### Exercise requirements
A faithful transcript of every entry is required; pictures do not belong in it.
Segment Start: Raw data
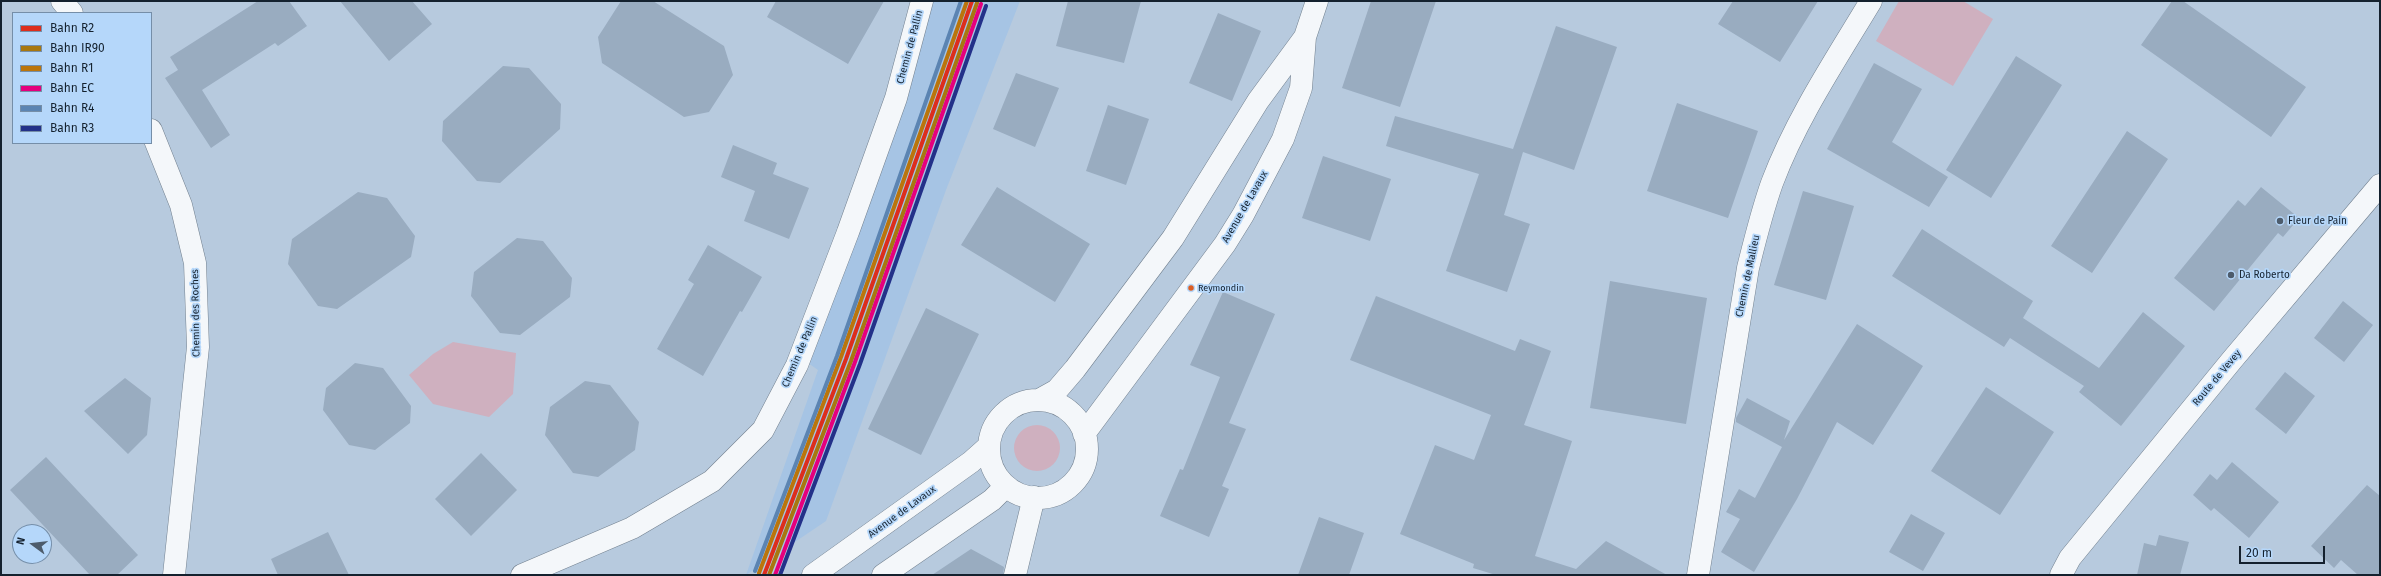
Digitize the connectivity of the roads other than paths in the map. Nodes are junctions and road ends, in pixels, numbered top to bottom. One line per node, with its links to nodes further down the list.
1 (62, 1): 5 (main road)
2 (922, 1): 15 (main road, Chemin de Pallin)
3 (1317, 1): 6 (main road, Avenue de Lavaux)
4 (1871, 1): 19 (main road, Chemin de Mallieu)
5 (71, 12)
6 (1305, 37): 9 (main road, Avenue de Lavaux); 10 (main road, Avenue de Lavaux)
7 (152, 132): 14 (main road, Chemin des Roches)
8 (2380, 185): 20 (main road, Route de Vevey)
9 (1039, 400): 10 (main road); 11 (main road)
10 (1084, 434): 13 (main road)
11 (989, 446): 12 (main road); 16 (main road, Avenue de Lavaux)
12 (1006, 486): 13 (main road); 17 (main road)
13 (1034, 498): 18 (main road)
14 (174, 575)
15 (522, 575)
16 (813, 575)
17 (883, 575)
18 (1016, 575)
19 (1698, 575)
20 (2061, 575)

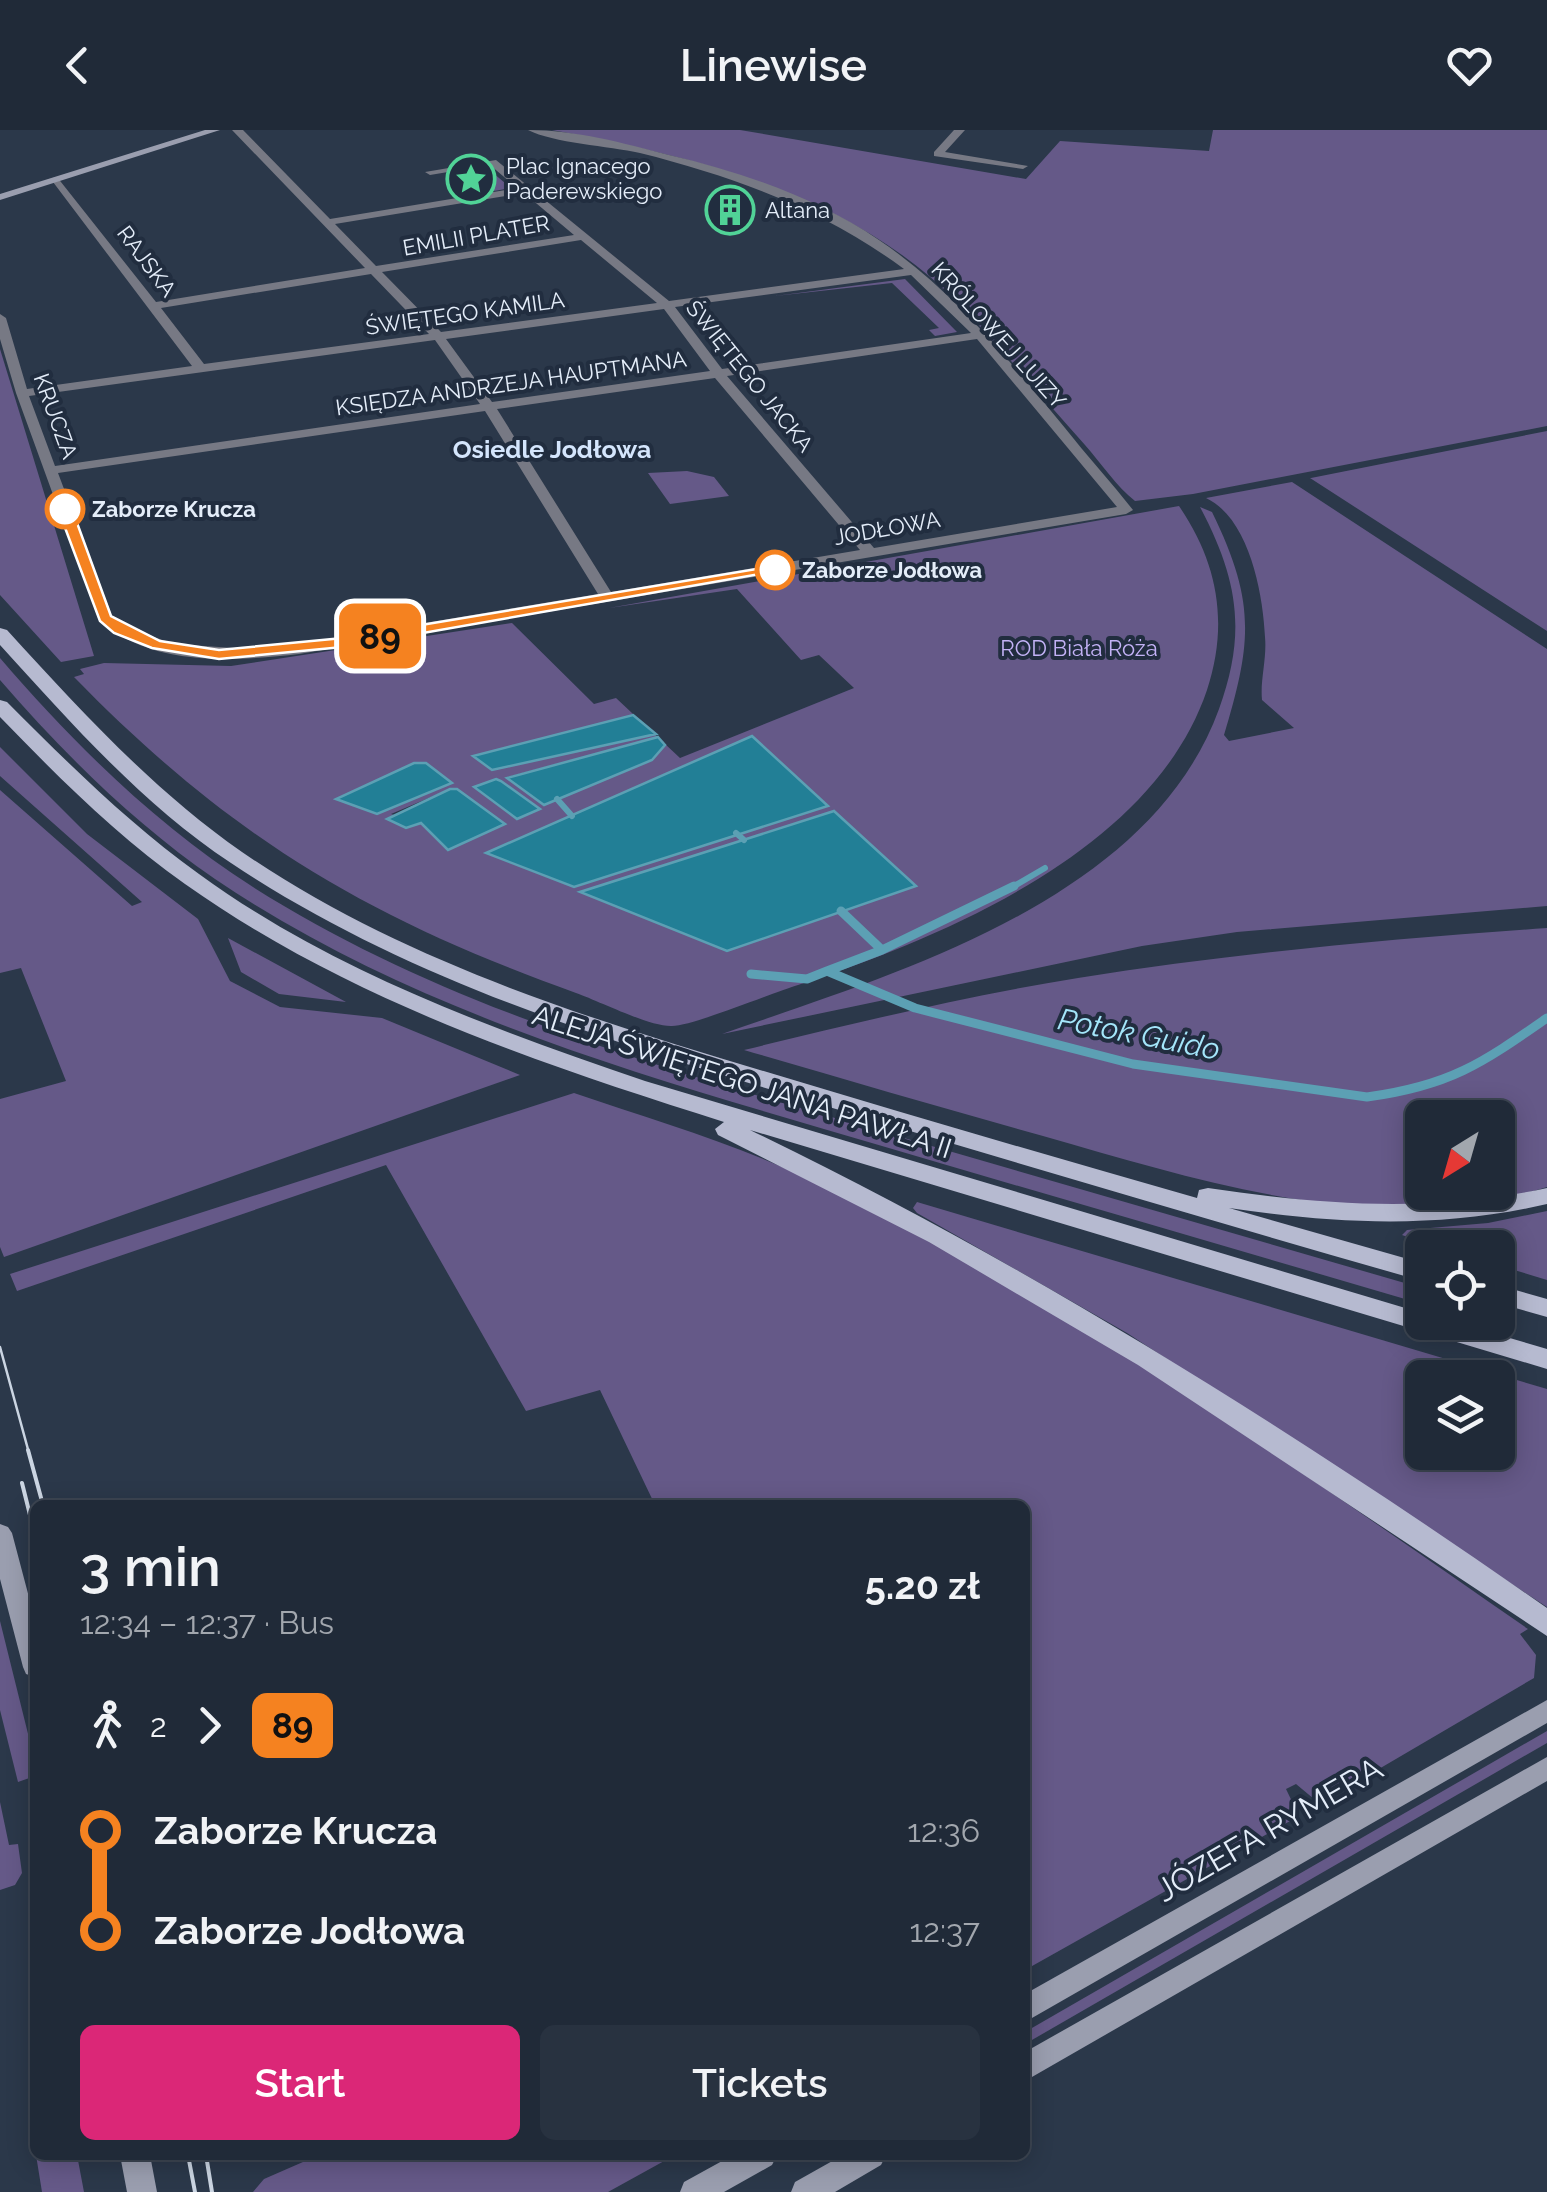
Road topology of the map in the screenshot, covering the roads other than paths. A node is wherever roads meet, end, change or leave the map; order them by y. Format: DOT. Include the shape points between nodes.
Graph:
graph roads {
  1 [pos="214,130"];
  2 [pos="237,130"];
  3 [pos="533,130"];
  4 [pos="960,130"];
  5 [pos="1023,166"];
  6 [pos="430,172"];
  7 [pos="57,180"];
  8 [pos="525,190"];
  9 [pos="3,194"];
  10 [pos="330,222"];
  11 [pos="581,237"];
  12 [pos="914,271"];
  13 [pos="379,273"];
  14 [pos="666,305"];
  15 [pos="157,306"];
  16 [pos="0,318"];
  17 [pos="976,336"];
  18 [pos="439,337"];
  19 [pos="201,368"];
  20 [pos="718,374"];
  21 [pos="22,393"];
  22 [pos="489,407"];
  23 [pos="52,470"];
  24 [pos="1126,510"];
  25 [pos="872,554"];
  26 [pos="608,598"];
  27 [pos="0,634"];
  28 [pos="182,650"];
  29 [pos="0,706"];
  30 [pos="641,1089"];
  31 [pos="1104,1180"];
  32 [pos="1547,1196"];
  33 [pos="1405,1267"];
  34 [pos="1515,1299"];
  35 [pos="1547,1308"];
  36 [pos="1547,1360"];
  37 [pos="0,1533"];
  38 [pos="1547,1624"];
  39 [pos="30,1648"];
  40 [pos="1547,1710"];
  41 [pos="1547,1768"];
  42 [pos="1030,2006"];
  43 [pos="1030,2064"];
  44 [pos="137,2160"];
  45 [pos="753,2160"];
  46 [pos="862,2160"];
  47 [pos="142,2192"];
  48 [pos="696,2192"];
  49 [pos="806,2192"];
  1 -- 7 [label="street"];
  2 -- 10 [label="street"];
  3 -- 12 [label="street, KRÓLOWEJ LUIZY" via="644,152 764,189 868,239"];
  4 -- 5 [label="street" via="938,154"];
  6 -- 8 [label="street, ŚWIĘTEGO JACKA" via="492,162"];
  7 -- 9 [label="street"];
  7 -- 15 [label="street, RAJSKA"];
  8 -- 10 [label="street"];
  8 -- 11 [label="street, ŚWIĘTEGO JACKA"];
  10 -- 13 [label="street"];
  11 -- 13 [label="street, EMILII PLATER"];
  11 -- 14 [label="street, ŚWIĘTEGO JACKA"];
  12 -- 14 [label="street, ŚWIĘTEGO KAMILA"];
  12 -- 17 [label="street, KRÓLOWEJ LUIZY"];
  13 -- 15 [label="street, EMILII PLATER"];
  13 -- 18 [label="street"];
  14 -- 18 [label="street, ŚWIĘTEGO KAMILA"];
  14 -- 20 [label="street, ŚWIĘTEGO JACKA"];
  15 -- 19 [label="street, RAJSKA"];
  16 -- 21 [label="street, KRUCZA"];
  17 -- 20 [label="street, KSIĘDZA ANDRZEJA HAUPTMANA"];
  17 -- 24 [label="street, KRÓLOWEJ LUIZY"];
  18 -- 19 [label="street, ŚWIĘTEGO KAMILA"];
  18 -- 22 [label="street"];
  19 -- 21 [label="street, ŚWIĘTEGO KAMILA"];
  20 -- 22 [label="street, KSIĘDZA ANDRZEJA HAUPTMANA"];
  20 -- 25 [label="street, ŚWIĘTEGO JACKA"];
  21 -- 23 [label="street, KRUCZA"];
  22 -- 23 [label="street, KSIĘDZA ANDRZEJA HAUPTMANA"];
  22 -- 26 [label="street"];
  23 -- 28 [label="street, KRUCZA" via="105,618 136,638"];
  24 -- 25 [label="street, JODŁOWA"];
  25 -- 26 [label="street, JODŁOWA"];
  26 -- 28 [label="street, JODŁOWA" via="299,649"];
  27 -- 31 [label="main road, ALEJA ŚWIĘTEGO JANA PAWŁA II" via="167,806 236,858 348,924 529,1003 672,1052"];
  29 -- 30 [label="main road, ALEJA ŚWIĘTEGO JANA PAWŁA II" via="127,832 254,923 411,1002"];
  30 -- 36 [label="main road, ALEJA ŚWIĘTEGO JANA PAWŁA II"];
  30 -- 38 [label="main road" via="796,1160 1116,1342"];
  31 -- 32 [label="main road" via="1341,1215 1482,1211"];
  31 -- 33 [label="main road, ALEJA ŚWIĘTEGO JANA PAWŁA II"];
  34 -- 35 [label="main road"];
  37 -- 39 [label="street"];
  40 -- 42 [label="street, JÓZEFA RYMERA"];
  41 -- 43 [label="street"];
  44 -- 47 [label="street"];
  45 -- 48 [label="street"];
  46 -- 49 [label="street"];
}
Segment End: Raw data
### Solution
Digitize the connectivity of the roads other than paths in the map. Nodes are junctions and road ends, in pixels, numbered top to bottom. One line per node, with its links to nodes further down the list.
1 (62, 1): 5 (main road)
2 (922, 1): 15 (main road, Chemin de Pallin)
3 (1317, 1): 6 (main road, Avenue de Lavaux)
4 (1871, 1): 19 (main road, Chemin de Mallieu)
5 (71, 12)
6 (1305, 37): 9 (main road, Avenue de Lavaux); 10 (main road, Avenue de Lavaux)
7 (152, 132): 14 (main road, Chemin des Roches)
8 (2380, 185): 20 (main road, Route de Vevey)
9 (1039, 400): 10 (main road); 11 (main road)
10 (1084, 434): 13 (main road)
11 (989, 446): 12 (main road); 16 (main road, Avenue de Lavaux)
12 (1006, 486): 13 (main road); 17 (main road)
13 (1034, 498): 18 (main road)
14 (174, 575)
15 (522, 575)
16 (813, 575)
17 (883, 575)
18 (1016, 575)
19 (1698, 575)
20 (2061, 575)

Road topology of the map in the screenshot, covering the roads other than paths. A node is wherever roads meet, end, change or leave the map; order them by y. Format: DOT. Include the shape points between nodes.
Graph:
graph roads {
  1 [pos="214,130"];
  2 [pos="237,130"];
  3 [pos="533,130"];
  4 [pos="960,130"];
  5 [pos="1023,166"];
  6 [pos="430,172"];
  7 [pos="57,180"];
  8 [pos="525,190"];
  9 [pos="3,194"];
  10 [pos="330,222"];
  11 [pos="581,237"];
  12 [pos="914,271"];
  13 [pos="379,273"];
  14 [pos="666,305"];
  15 [pos="157,306"];
  16 [pos="0,318"];
  17 [pos="976,336"];
  18 [pos="439,337"];
  19 [pos="201,368"];
  20 [pos="718,374"];
  21 [pos="22,393"];
  22 [pos="489,407"];
  23 [pos="52,470"];
  24 [pos="1126,510"];
  25 [pos="872,554"];
  26 [pos="608,598"];
  27 [pos="0,634"];
  28 [pos="182,650"];
  29 [pos="0,706"];
  30 [pos="641,1089"];
  31 [pos="1104,1180"];
  32 [pos="1547,1196"];
  33 [pos="1405,1267"];
  34 [pos="1515,1299"];
  35 [pos="1547,1308"];
  36 [pos="1547,1360"];
  37 [pos="0,1533"];
  38 [pos="1547,1624"];
  39 [pos="30,1648"];
  40 [pos="1547,1710"];
  41 [pos="1547,1768"];
  42 [pos="1030,2006"];
  43 [pos="1030,2064"];
  44 [pos="137,2160"];
  45 [pos="753,2160"];
  46 [pos="862,2160"];
  47 [pos="142,2192"];
  48 [pos="696,2192"];
  49 [pos="806,2192"];
  1 -- 7 [label="street"];
  2 -- 10 [label="street"];
  3 -- 12 [label="street, KRÓLOWEJ LUIZY" via="644,152 764,189 868,239"];
  4 -- 5 [label="street" via="938,154"];
  6 -- 8 [label="street, ŚWIĘTEGO JACKA" via="492,162"];
  7 -- 9 [label="street"];
  7 -- 15 [label="street, RAJSKA"];
  8 -- 10 [label="street"];
  8 -- 11 [label="street, ŚWIĘTEGO JACKA"];
  10 -- 13 [label="street"];
  11 -- 13 [label="street, EMILII PLATER"];
  11 -- 14 [label="street, ŚWIĘTEGO JACKA"];
  12 -- 14 [label="street, ŚWIĘTEGO KAMILA"];
  12 -- 17 [label="street, KRÓLOWEJ LUIZY"];
  13 -- 15 [label="street, EMILII PLATER"];
  13 -- 18 [label="street"];
  14 -- 18 [label="street, ŚWIĘTEGO KAMILA"];
  14 -- 20 [label="street, ŚWIĘTEGO JACKA"];
  15 -- 19 [label="street, RAJSKA"];
  16 -- 21 [label="street, KRUCZA"];
  17 -- 20 [label="street, KSIĘDZA ANDRZEJA HAUPTMANA"];
  17 -- 24 [label="street, KRÓLOWEJ LUIZY"];
  18 -- 19 [label="street, ŚWIĘTEGO KAMILA"];
  18 -- 22 [label="street"];
  19 -- 21 [label="street, ŚWIĘTEGO KAMILA"];
  20 -- 22 [label="street, KSIĘDZA ANDRZEJA HAUPTMANA"];
  20 -- 25 [label="street, ŚWIĘTEGO JACKA"];
  21 -- 23 [label="street, KRUCZA"];
  22 -- 23 [label="street, KSIĘDZA ANDRZEJA HAUPTMANA"];
  22 -- 26 [label="street"];
  23 -- 28 [label="street, KRUCZA" via="105,618 136,638"];
  24 -- 25 [label="street, JODŁOWA"];
  25 -- 26 [label="street, JODŁOWA"];
  26 -- 28 [label="street, JODŁOWA" via="299,649"];
  27 -- 31 [label="main road, ALEJA ŚWIĘTEGO JANA PAWŁA II" via="167,806 236,858 348,924 529,1003 672,1052"];
  29 -- 30 [label="main road, ALEJA ŚWIĘTEGO JANA PAWŁA II" via="127,832 254,923 411,1002"];
  30 -- 36 [label="main road, ALEJA ŚWIĘTEGO JANA PAWŁA II"];
  30 -- 38 [label="main road" via="796,1160 1116,1342"];
  31 -- 32 [label="main road" via="1341,1215 1482,1211"];
  31 -- 33 [label="main road, ALEJA ŚWIĘTEGO JANA PAWŁA II"];
  34 -- 35 [label="main road"];
  37 -- 39 [label="street"];
  40 -- 42 [label="street, JÓZEFA RYMERA"];
  41 -- 43 [label="street"];
  44 -- 47 [label="street"];
  45 -- 48 [label="street"];
  46 -- 49 [label="street"];
}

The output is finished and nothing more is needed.